IBM Watson’s Storage Requirements
In my last blog entry, I briefly mentioned a project called “Watson.” Watson is a set of IBM Research technology, running on POWER technology, which will compete in the “Jeapordy!” game against two of that game show’s most celebrated champions. Since my blog, a number of good articles have been written about it, including an excellent overview in Jon & Susan’s blog. If you're not familiar with Watson’s basics, you should probably start there, and then come back here.
Don’t worry. I’ll wait.
OK, now that you have the overview, I thought I’d point out one of the technical details of the project, and then discuss implications of such technology on computing in general.
Watson’s cluster of POWER 750s is using two 2 terabyte (TB) I/O nodes, for a total data repository of 4 TB. How impressive does that sound to you? In one sense, that amount of data can sound rather large. Many businesses do not have 4 TB of data. On the other hand, to compete in a general knowledge quiz show, is that enough? Well, a rule of thumb I once learned is that 1 Terabyte was about as much text information as is contained in 20 volumes from a printed encyclopedia. Now, the encyclopedia I bought more than 20 years ago had 24 volumes, and it added a new volume every year to cover events which happened in that year. So, by that analogy, 4 TB might be enough room to have a full encyclopedia’s worth of general knowledge at your fingertips (or, at the ends of your disk-arms, for Watson) as well as another 16 year’s worth of more specific information.
Somehow, while that sounds like a lot of data, it might still be less data than I think Ken Jennings and Brad Rutter have in their heads. They are veritable founts of knowledge.
And yet, if you listen to this Why Data Matters video on the IBM Watson site, 4 TB is still miniscule, compared to the amount of data being produced. The estimate given in those videos is 15 Petabytes of new data is generated throughout the world each day. That’s right, the new data each day is 4,000 times larger than could be stored in Watson for this challenge. But, for the challenge, the data is specific to a purpose, and that purpose is quite impressive – competing with human beings in knowledge-based answering.
By the way, one implication of this information is that Watson is only using data that's stored in its disks. Watson is not connected to the Internet, or any network outside of the clustering network that connects its 750s and its storage. So, don’t assume that Watson is getting some advantage, such as having access to search engines.
This is going to be very important as the DeepQA technology gets applied to real-world applications. Suppose, for example, you wanted to ask a computer about a fairly complex topic – taxes, for example – and you wanted to get a reasonably reliable answer. The Federal Tax code is pretty complex, but it could be contained on a single set of servers and storage, and you would want your answers to be consistent with the information in those servers. You most certainly would not want to have the QA system pulling data in from blogs on the Internet, written by people who are misinformed about the reality of tax laws.

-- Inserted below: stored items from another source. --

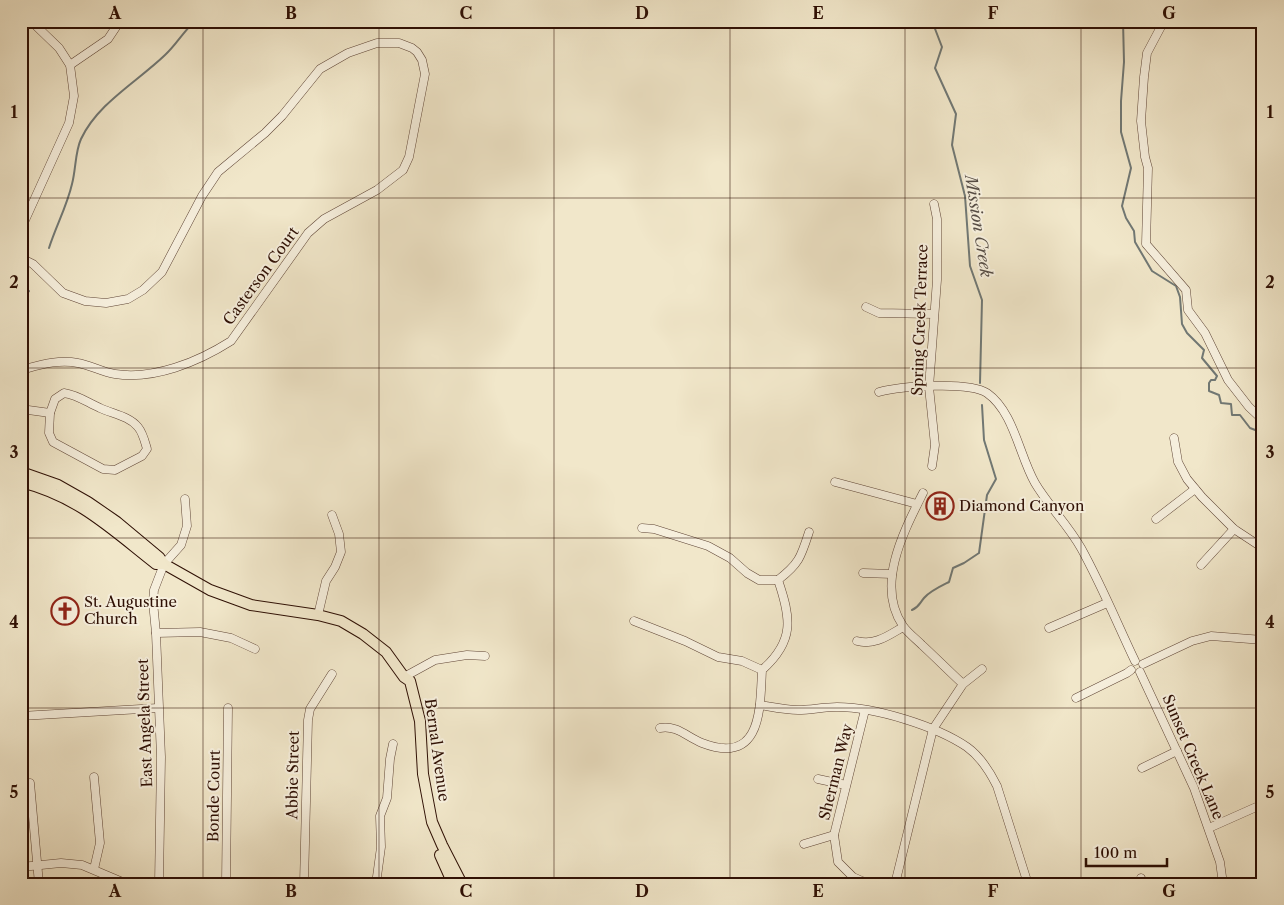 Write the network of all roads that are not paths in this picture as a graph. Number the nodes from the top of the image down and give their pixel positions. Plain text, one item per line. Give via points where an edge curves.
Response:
1 (31, 21) edge
2 (120, 21) edge
3 (1164, 21) edge
4 (70, 65) junction
5 (934, 204) dead end
6 (21, 229) edge
7 (21, 258) edge
8 (866, 307) dead end
9 (934, 314) junction
10 (21, 370) edge
11 (929, 387) junction
12 (879, 392) dead end
13 (21, 409) edge
14 (50, 413) junction
15 (1263, 420) edge
16 (1174, 438) dead end
17 (932, 466) dead end
18 (21, 472) edge
19 (21, 482) edge
20 (836, 482) dead end
21 (1195, 489) junction
22 (922, 493) dead end
23 (185, 499) dead end
24 (917, 504) junction
25 (332, 515) dead end
26 (1156, 519) dead end
27 (642, 528) dead end
28 (1234, 529) junction
29 (809, 532) dead end
30 (1263, 548) edge
31 (164, 564) junction
32 (1201, 564) dead end
33 (863, 573) dead end
34 (892, 574) junction
35 (778, 580) junction
36 (1107, 603) junction
37 (318, 615) junction
38 (634, 621) dead end
39 (903, 627) junction
40 (1049, 628) dead end
41 (156, 633) junction
42 (1263, 640) edge
43 (857, 641) dead end
44 (256, 650) dead end
45 (485, 656) dead end
46 (1139, 662) junction
47 (982, 669) dead end
48 (762, 670) junction
49 (1131, 670) junction
50 (1140, 672) junction
51 (332, 674) dead end
52 (404, 677) junction
53 (963, 684) junction
54 (1076, 698) dead end
55 (760, 705) junction
56 (158, 708) junction
57 (228, 708) dead end
58 (865, 710) junction
59 (21, 716) edge
60 (660, 728) dead end
61 (933, 729) junction
62 (393, 744) dead end
63 (1177, 751) junction
64 (1142, 768) dead end
65 (94, 777) dead end
66 (818, 779) dead end
67 (30, 782) dead end
68 (846, 785) junction
69 (1263, 804) edge
70 (1209, 828) junction
71 (834, 835) junction
72 (804, 844) dead end
73 (37, 865) junction
74 (21, 867) edge
75 (94, 869) junction
76 (39, 884) edge
77 (127, 884) edge
78 (159, 884) edge
79 (226, 884) edge
80 (304, 884) edge
81 (376, 884) edge
82 (453, 884) edge
83 (462, 884) edge
84 (869, 884) edge
85 (895, 884) edge
86 (1028, 884) edge
87 (1223, 884) edge

1 - 4 street via 59,48
2 - 4 street via 108,39
3 - 15 street via 1147,53 1144,77 1141,120 1148,168 1146,244 1186,290 1188,310 1205,333 1228,380
4 - 6 street via 74,96 69,122
5 - 9 street, Spring Creek Terrace via 937,260
7 - 10 street, Casterson Court via 63,293 85,301 106,303 128,299 162,272 218,172 282,116 320,69 348,53 377,43 399,43 412,48 422,60 425,74 403,170 376,190 324,219 308,233 231,341 214,352 163,372 114,374 61,361
8 - 9 street via 879,313
9 - 11 street, Spring Creek Terrace
11 - 12 street
11 - 17 street, Spring Creek Terrace via 935,445
11 - 36 street via 973,387 1000,404 1035,484 1080,546
13 - 14 street
14 - 14 street via 49,433 54,442 103,469 115,470 142,456 147,449 139,428 130,420 74,394 64,393 55,399
16 - 21 street via 1178,462
18 - 31 main road, Bernal Avenue via 58,485 88,502 123,527
19 - 31 main road, Bernal Avenue via 76,503 156,564
20 - 24 street
21 - 26 street
21 - 28 street
22 - 24 street
23 - 31 street via 187,526 181,545
24 - 34 street via 902,537
25 - 37 street via 341,552 326,581
27 - 35 street via 708,546 759,580
28 - 30 street
28 - 32 street
29 - 35 street via 793,568
31 - 37 main road, Bernal Avenue via 235,600 264,608
31 - 41 street, East Angela Street via 154,590
33 - 34 street
34 - 39 street via 892,593
35 - 48 street via 787,605 786,636 772,661
36 - 40 street
36 - 46 street
37 - 52 main road, Bernal Avenue via 340,621 363,634 386,652
38 - 48 street via 718,657 742,661
39 - 43 street via 867,644
39 - 53 street
41 - 44 street via 200,632 231,638
41 - 56 street, East Angela Street
42 - 46 street via 1211,636
45 - 52 street via 435,660
46 - 49 street via 1131,665
46 - 50 street via 1144,668
47 - 53 street
48 - 55 street
49 - 50 street
49 - 54 street
50 - 63 street, Sunset Creek Lane
51 - 80 street, Abbie Street via 309,714
52 - 82 main road, Bernal Avenue via 415,714 423,808
52 - 83 main road, Bernal Avenue via 410,681 420,721 423,774 432,822
53 - 61 street
55 - 58 street via 797,710 837,707
55 - 60 street via 752,734 736,746 713,746 669,726
56 - 59 street
56 - 78 street, East Angela Street via 161,757
57 - 79 street, Bonde Court
58 - 61 street via 907,719
58 - 68 street, Sherman Way
61 - 85 street
61 - 86 street via 968,748 990,772 998,786
62 - 81 street via 387,798 380,816
63 - 64 street
63 - 70 street, Sunset Creek Lane
65 - 75 street via 100,843
66 - 68 street
67 - 73 street
68 - 71 street, Sherman Way
69 - 70 street
70 - 87 street, Sunset Creek Lane
71 - 72 street
71 - 84 street, Sherman Way via 838,862 853,877
73 - 74 street
73 - 75 street via 68,863
73 - 76 street
75 - 77 street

For many of us in this industry, Watson represents another step toward the kinds of computers we saw on Star Trek. Computers that can understand our meaning, even if we ask a question in a strange way, to turn a question into a query, will make computers more usable in ways we have only dreamed before. Computers that have access to all of the pertinent information and know how to search it will provide extensions to our knowledge which approach artificial intelligence. Computers that not only can give us an answer but can also give an estimate of confidence in that answer will help us make decisions in more informed ways.